Back to the hangar sped Hal, where Jess and Jimsy, almost beside themselves with excitement, were watching the homing aeroplane.

“She’ll be on time,” cried Jimsy as the graceful ship swept over the distant confines of the course and came thundering down toward the starting point.

A great cheer swept skywards as the aeroplane came on.

“She’ll make it.”

“She won’t.”

“Where has the thing been?”

“Why is it so late?”

These and a hundred other questions and remarks went from mouth to mouth all through the big crowd.

“It’s all off,” groaned Jimsy suddenly.

He had seen the signal corps man, whose duty it was to fire the bombs, outstretching himself on the ground awaiting the signal to touch off the starting sign.

But even as Jimsy spoke, the Golden Butterfly made a swift turn and, amid a roar from the crowd, shot whirring past the grandstand and alighted in front of the stand on the starting line.

Hardly had the wheels touched the ground before the judge in charge of the track raised his hand.
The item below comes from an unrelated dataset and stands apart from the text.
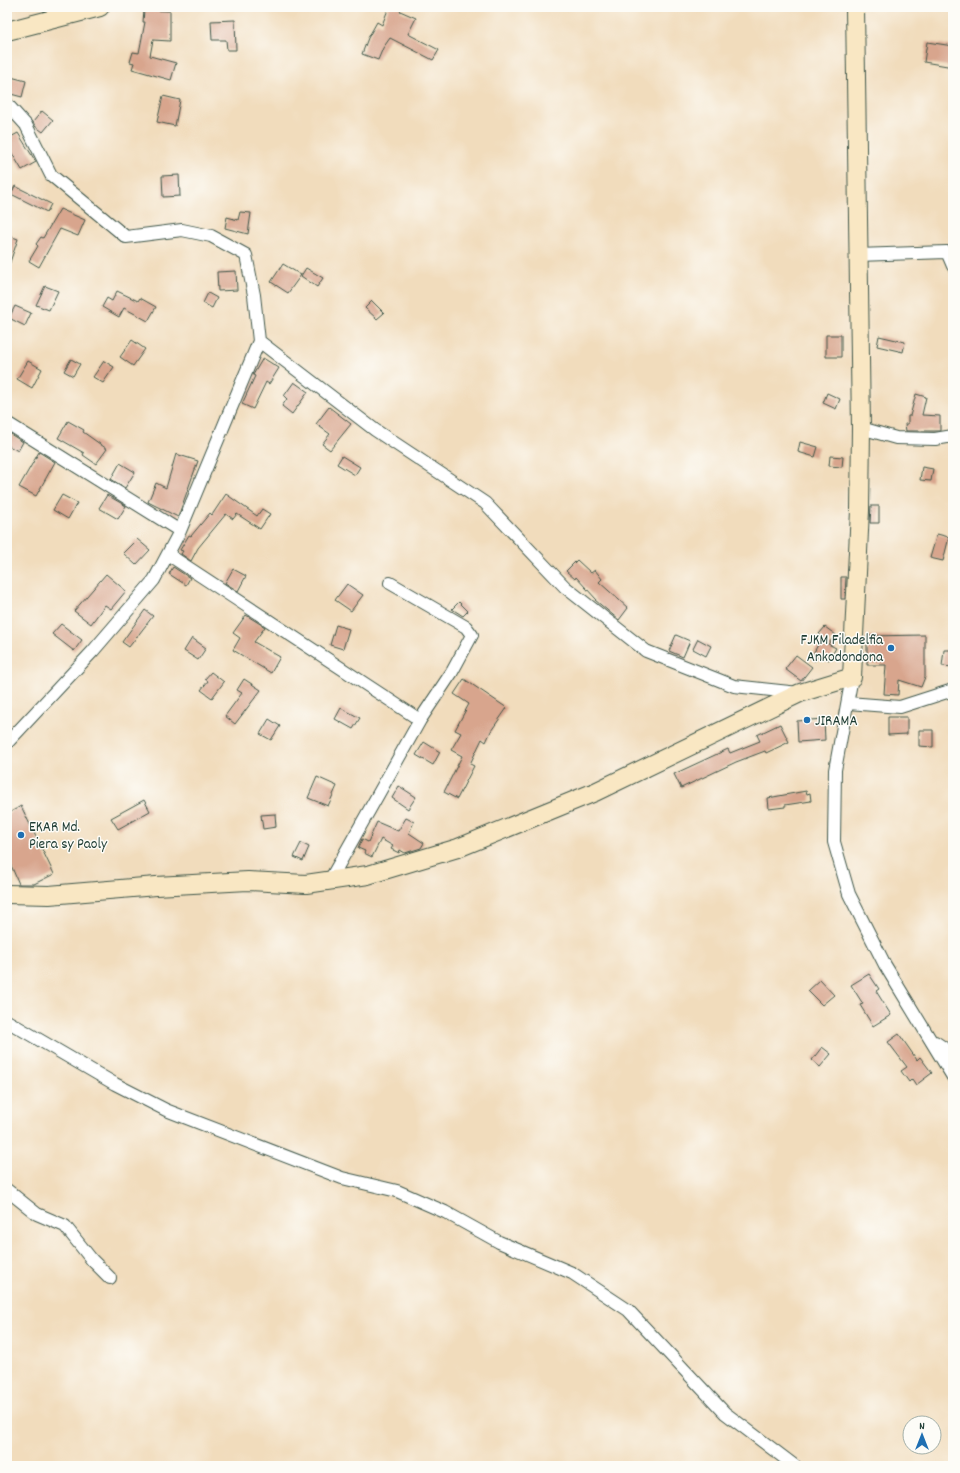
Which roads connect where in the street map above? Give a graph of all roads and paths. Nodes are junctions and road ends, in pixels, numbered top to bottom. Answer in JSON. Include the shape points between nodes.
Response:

A flag fell and the signal corps man jerked his arm back, firing the bomb that announced the start.

B-o-o-o-o-m!

As the detonation died out the aeroplanes shotforward, rising into the still air almost in a body, like a flock of birds. It was a spectacle never to be forgotten, and the crowd appreciated it to the full.

But up in the grandstand, in inconspicuous places, sat three persons who did not look as well pleased as those about them.

“So the girl is going to take a chance,” muttered Fanning Harding; “well, so much the worse for her. If she wins I’ll put in a protest and compel her to unmask.”

“Won’t that Prescott and Bancroft bunch be astonished when they find out that we are on to their little game,” chuckled Jukes Dade; “it’ll be as good as a play.”

“That’s what it will,” grinned Gid.

“They’ll find out that they can’t humiliate me and not suffer for it,” grated out Fanning.

“Wonder where that girl went to on her tryout spin?” inquired Dade.

“It doesn’t make much difference where, butshe certainly came back with a grandstand play,” rejoined Gid.

“Well, if she wins the race it will be our turn,” Fanning assured him.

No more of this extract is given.